To Your Good Health Radio

Play Episode Listen Later Jun 13, 2019 29:45

A talk with legendary Olympic gymnast Shannon Miller - Gymnasts are known for their strength, agility, flexibility, coordination and determination. And no one embodies all five star qualities better than the remarkable Shannon Miller. Indeed, she is the most decorated U.S. gymnast, male or female, in the history of the Olympic Games, with seven gold medals to her name. And with a combined total of 16 World Championships and Olympic medals, she is the second most decorated gymnast in U.S. history, as well. However, with all the glory came a challenge that rivaled her athletic accomplishments. In 2011, when she was only in her early thirties and a young mother, her doctor discovered a baseball-sized growth on her ovary, which was later diagnosed as ovarian cancer.
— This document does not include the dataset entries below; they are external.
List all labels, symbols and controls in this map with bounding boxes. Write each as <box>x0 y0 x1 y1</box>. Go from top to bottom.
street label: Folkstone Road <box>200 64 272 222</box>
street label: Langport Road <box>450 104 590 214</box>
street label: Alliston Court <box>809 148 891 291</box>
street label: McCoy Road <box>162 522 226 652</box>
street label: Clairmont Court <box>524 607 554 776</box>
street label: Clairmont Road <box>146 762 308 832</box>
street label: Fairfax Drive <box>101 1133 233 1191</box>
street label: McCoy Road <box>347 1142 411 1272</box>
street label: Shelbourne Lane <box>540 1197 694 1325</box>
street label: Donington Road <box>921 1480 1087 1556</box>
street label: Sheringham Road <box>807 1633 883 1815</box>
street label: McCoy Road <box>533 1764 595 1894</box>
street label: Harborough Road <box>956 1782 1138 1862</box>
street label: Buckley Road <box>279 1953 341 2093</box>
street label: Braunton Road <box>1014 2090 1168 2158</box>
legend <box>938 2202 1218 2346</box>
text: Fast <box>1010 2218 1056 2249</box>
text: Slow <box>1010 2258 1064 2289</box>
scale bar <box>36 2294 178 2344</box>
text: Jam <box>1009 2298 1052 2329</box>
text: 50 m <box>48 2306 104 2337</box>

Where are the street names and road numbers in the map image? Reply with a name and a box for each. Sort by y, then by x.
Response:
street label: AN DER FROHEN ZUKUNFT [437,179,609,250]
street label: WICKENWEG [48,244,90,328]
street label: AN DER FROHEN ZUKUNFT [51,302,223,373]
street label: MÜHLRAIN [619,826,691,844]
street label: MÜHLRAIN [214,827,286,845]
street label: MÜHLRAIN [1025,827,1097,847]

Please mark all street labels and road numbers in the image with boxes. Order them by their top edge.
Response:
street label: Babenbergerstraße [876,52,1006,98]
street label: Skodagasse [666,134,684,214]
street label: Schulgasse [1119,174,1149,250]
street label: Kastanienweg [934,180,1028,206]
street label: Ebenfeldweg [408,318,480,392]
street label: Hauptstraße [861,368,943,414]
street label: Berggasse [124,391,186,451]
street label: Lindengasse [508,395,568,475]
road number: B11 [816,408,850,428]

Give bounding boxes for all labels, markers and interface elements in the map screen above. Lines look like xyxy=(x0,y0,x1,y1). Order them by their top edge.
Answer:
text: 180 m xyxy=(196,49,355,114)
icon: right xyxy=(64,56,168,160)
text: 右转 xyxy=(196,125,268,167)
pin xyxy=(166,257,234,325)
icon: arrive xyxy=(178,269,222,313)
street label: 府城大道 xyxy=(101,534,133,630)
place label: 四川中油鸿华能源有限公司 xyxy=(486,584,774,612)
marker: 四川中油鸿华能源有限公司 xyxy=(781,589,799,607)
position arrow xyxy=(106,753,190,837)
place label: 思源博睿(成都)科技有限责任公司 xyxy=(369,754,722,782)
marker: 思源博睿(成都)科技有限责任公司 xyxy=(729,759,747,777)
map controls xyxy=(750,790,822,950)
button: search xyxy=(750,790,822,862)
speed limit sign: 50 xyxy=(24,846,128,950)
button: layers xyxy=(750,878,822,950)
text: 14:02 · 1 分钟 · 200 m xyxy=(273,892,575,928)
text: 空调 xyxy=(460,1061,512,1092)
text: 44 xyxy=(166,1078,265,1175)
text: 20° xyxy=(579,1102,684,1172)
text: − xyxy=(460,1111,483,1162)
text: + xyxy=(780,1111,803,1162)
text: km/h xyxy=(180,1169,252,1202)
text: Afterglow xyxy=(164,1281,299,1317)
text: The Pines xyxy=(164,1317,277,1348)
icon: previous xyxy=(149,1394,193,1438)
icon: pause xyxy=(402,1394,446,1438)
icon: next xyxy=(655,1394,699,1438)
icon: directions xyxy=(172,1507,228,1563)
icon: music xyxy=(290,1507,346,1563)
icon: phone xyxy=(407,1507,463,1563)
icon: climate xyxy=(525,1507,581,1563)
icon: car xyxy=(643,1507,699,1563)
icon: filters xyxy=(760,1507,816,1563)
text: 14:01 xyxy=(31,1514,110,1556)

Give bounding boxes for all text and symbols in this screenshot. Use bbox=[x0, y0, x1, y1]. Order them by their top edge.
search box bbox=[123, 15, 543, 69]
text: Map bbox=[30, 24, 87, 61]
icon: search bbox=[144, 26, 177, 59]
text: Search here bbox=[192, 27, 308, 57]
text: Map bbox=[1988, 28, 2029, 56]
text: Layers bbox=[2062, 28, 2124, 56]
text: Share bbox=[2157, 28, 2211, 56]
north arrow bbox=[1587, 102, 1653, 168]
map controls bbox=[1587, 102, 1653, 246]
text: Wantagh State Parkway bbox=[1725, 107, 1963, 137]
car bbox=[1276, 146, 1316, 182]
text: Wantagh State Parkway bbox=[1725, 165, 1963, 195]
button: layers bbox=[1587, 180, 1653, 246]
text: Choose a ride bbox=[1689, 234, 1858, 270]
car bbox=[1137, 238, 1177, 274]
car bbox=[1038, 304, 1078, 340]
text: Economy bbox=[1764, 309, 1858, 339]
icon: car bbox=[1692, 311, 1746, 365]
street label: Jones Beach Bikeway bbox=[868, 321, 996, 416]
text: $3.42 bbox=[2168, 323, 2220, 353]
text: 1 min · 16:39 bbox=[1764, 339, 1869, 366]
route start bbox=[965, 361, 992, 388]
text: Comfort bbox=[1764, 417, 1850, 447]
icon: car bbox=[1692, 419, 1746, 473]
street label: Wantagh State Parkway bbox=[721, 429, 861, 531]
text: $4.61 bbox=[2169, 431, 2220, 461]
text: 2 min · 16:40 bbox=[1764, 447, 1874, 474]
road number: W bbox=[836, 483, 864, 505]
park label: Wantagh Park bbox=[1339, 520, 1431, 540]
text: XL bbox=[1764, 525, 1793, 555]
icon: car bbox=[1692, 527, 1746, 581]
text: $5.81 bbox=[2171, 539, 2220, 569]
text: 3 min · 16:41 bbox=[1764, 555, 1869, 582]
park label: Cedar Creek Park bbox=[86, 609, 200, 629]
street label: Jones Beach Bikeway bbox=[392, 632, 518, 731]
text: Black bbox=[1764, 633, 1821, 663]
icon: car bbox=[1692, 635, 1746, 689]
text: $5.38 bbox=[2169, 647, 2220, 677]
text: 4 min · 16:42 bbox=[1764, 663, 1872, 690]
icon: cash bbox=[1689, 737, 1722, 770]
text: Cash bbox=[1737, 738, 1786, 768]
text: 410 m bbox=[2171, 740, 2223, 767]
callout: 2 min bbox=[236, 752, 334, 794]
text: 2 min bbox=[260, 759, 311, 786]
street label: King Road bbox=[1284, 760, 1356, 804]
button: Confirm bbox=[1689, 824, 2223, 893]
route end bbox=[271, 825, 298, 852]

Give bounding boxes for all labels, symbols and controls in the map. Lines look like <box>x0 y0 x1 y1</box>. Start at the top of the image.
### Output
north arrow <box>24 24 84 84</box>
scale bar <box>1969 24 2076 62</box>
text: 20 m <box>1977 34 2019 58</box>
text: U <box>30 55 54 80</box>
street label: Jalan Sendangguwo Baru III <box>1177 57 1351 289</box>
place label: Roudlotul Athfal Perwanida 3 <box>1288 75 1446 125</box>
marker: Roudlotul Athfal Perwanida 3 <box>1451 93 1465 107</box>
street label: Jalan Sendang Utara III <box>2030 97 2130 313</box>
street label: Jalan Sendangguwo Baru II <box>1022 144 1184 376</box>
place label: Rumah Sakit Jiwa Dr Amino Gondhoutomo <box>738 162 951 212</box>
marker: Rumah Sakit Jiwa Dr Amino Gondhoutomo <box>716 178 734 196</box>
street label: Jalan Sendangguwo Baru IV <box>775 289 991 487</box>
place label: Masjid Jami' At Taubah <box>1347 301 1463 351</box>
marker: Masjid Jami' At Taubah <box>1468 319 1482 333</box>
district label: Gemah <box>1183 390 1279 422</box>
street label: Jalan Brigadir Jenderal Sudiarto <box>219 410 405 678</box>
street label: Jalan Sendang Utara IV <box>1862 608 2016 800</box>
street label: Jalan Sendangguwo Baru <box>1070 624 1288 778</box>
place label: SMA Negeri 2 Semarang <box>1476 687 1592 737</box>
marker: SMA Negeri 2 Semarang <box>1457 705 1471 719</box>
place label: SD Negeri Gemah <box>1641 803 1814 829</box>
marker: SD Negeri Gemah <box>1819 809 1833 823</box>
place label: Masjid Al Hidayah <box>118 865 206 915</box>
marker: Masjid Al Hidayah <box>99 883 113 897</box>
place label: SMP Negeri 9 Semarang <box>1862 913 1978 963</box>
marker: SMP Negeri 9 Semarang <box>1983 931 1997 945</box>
However, thanks to her true Olympian work ethic and attitude, today this superstar, who is also an author and TV host, is not only a survivor but a thriver, adding ovarian cancer awareness advocate to her long list of achievements. Through her role in the Our Way Forward program, on which she has partnered with the oncology-focused biopharmaceutical company Tesaro, she is helping other women learn more about their disease and their options, as they navigate the difficult journey of ovarian cancer diagnosis, treatment, recurrence and finding their new normal. On this segment, Shannon talks about her campaign, and gives her personal lifestyle regimen and tips on overcoming adversity to look and feel Better Than Before.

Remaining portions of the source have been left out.